Maddox steps back, emotions flashing through his eyes that I don’t understand. I cringe, guilt layering my annoyance.

“Keep the flyer,” he grits out before heading toward the door. It would be the smartest thing in the world for me to let him leave, but the paper in my hand makes the guilt burn brighter.

A voice in my head keeps telling me to apologize, but what comes out is, “You give up too easily.”

Maddox stops moving. “You treat people like shit too often.”

“True, but I have a feeling I’m not the only one here who does that.”

With those words he turns around and looks at me. He wants to argue with me. I can tell by the set of his jaw and the tension in his features. Hell, what am I doing here with this guy? We’re too much alike. I think he sees it too. There’s no way this can end well.

“I’m not trying to be a bitch. This place is important to me and I’m protective.”

He nods, understanding lightening his face.

“I also don’t apologize well.”

“I don’t need apologies. They don’t mean shit anyway.”

In that second I realize how different I am from so many girls, because those words are sexy. Brutal honestly is underrated and I can see that he has it, like I do. If I were a different kind of girl—the kind who believed in love—Maddox would be the guy I’d fall for. Though I guess if I really wasn’t me, he probably wouldn’t be what I’d want.

Maddox steps closer to me, close enough that I swear I smell a faint tint of tattoo ink mixed with the scent of man. He looks down at me, strength and anger rolling off him. Not like violent anger, but frustration at the world. Like he’s given up, but not in the way that he wants people to feel sorry for him. He’s real and doesn’t paint the universe as a happy place like so many people try to.

I suddenly want to touch him. To see if the two of us coming together like we did that first night can give the world a little more of the realness that it lacks.

Totally not a good idea and definitely not happening. I step away. “Why don’t we call it a day? I don’t think we’re going to get much business and you work tonight. There’s a lot of trouble we can get into if you stay. Trouble neither of us wants.”

“It pisses me off that I want you,” he says with all the honesty in the world.

“You do pissed off well, I think.
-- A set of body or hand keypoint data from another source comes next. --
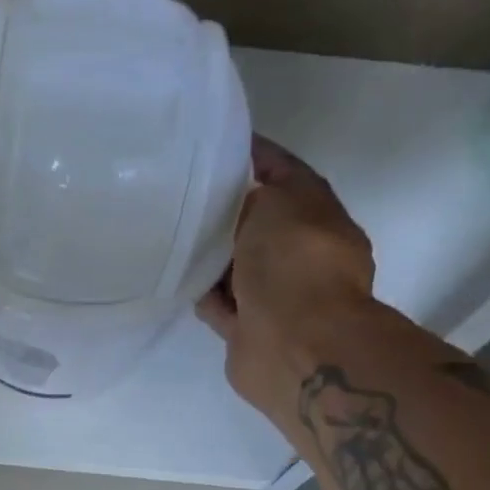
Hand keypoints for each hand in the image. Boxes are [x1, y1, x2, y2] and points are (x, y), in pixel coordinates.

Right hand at [198, 135, 375, 418]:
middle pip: (257, 224)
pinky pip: (220, 304)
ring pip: (236, 267)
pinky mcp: (248, 330)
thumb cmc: (294, 263)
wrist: (295, 344)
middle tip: (182, 193)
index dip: (254, 156)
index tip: (215, 144)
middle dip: (226, 211)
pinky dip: (203, 294)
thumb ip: (253, 195)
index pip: (284, 173)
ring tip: (171, 235)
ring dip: (211, 257)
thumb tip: (235, 202)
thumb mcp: (275, 203)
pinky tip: (177, 278)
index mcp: (318, 216)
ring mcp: (275, 296)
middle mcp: (300, 255)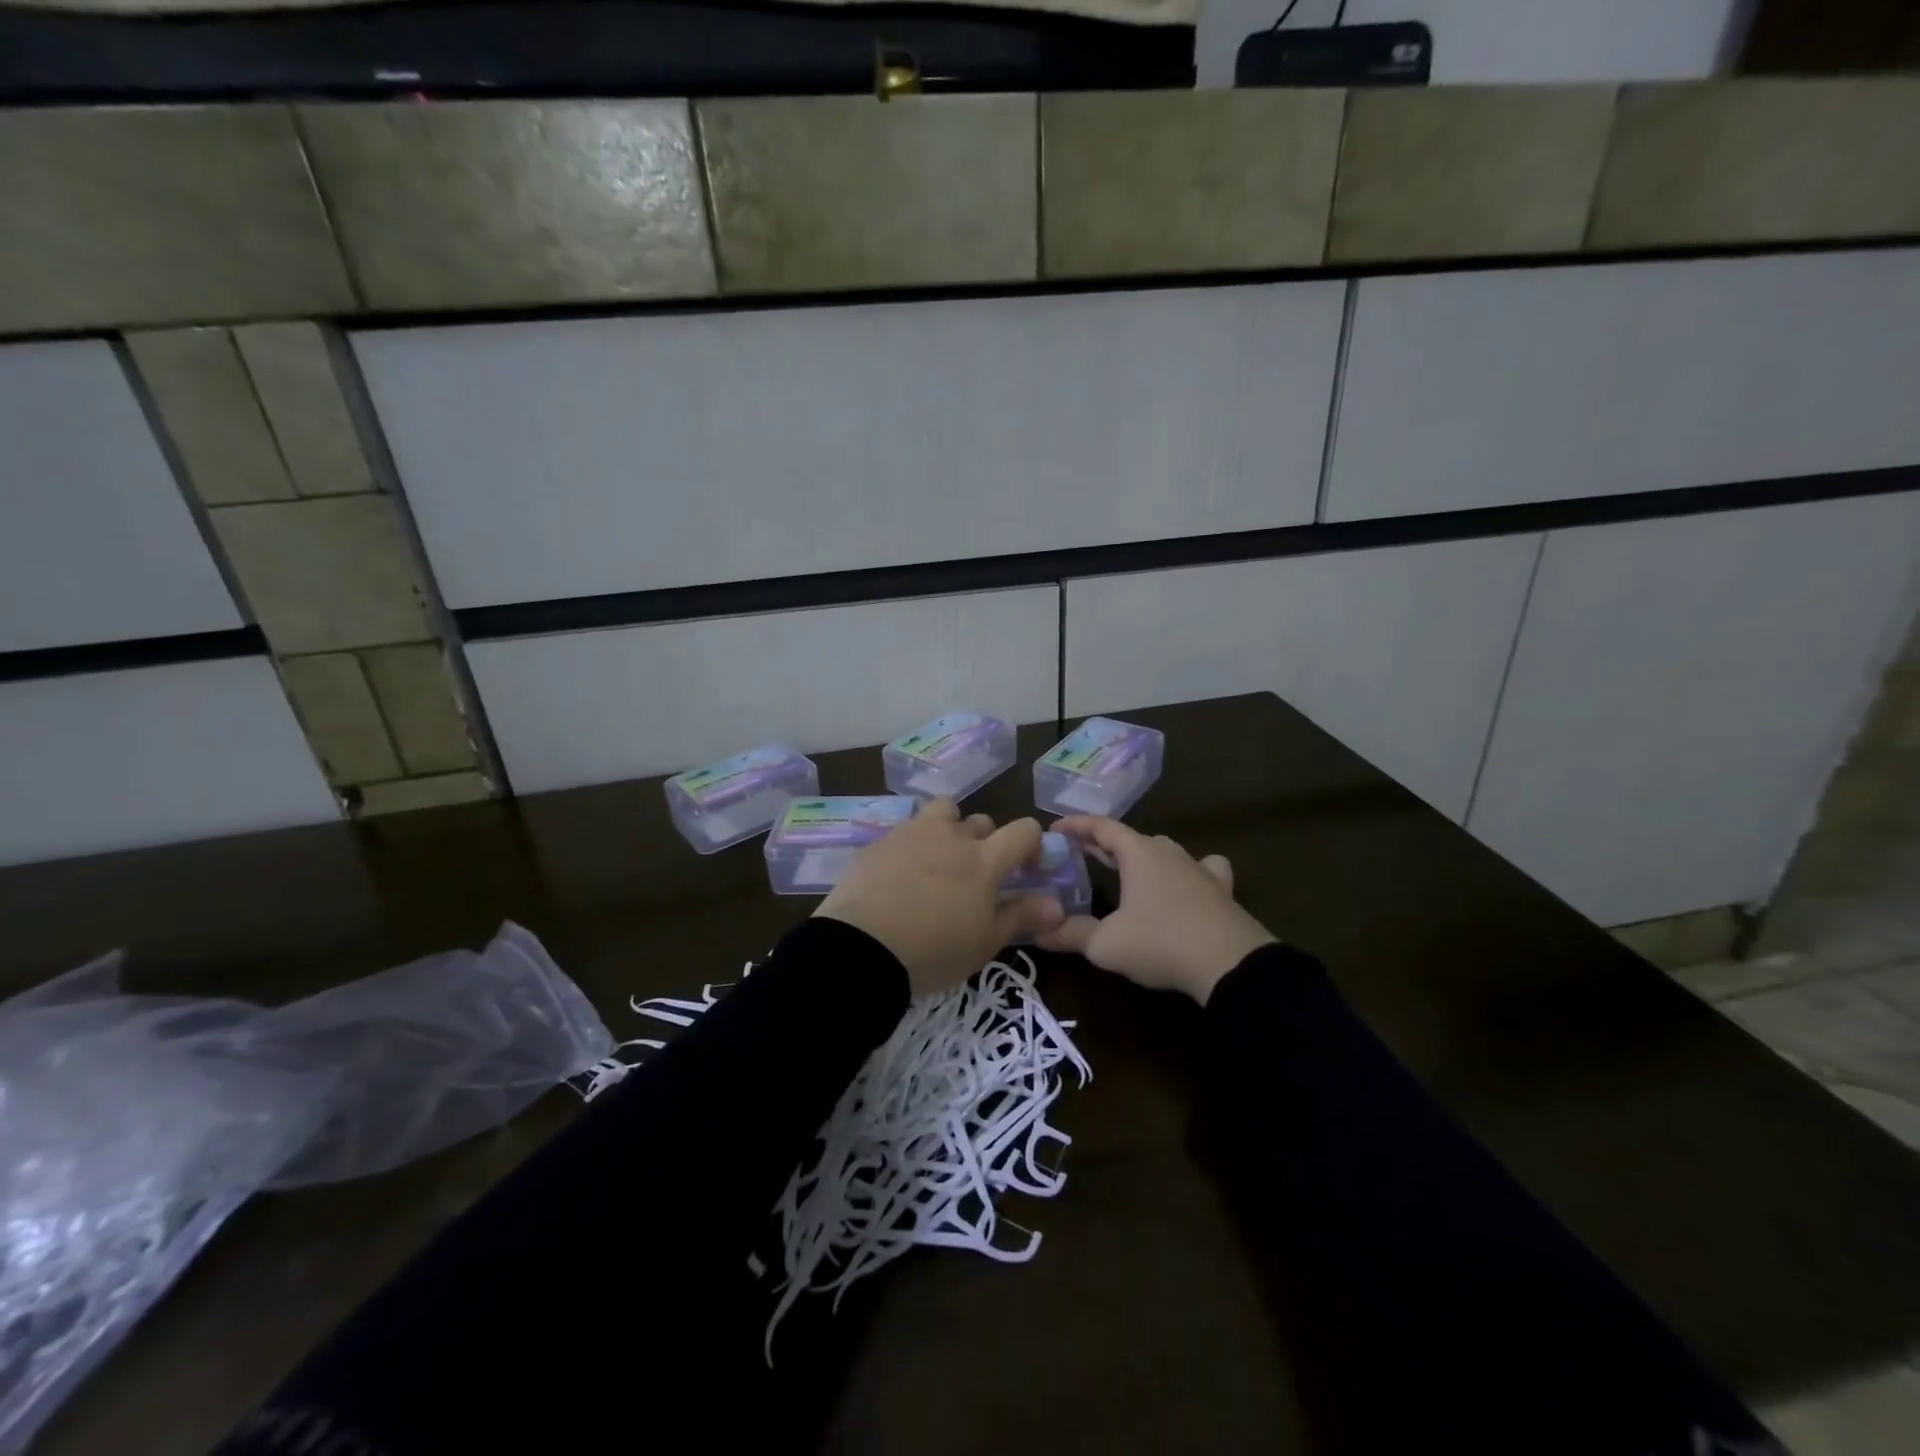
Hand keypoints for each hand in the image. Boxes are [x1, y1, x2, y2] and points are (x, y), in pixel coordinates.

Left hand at [814, 799, 1064, 997]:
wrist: (860, 950)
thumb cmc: (933, 951)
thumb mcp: (985, 943)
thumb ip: (1022, 916)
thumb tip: (1058, 904)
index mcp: (984, 860)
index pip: (1023, 831)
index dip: (1032, 845)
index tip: (1028, 869)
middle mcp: (952, 836)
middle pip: (981, 822)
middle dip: (986, 842)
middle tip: (976, 876)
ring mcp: (912, 833)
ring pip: (942, 812)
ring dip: (948, 829)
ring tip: (938, 861)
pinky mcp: (879, 841)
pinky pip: (905, 830)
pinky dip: (912, 845)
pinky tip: (900, 874)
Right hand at [1039, 817, 1274, 1004]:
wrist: (1231, 965)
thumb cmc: (1161, 943)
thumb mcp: (1105, 944)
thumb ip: (1069, 934)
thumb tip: (1037, 930)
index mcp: (1138, 853)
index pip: (1101, 827)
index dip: (1075, 826)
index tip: (1053, 830)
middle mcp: (1168, 851)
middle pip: (1130, 837)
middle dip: (1103, 843)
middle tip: (1080, 852)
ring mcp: (1198, 868)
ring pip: (1162, 851)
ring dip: (1141, 855)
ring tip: (1127, 868)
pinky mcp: (1221, 890)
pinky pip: (1202, 868)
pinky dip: (1187, 871)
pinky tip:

And sexy too.”

As he’s backing toward the door, Maddox says, “Yeah… I’ll grab the flyers for you and then I’m gone.”

I’m breathing hard when I don’t want to be. A slow, tingly need building in my stomach. I almost ask him to stay. We could do that—enjoy each other with nothing attached to it, but if it becomes a habit, it could be a problem. It’s important I remember that, so instead of standing here, I go into the back until I hear him leave the flyers before going out front again.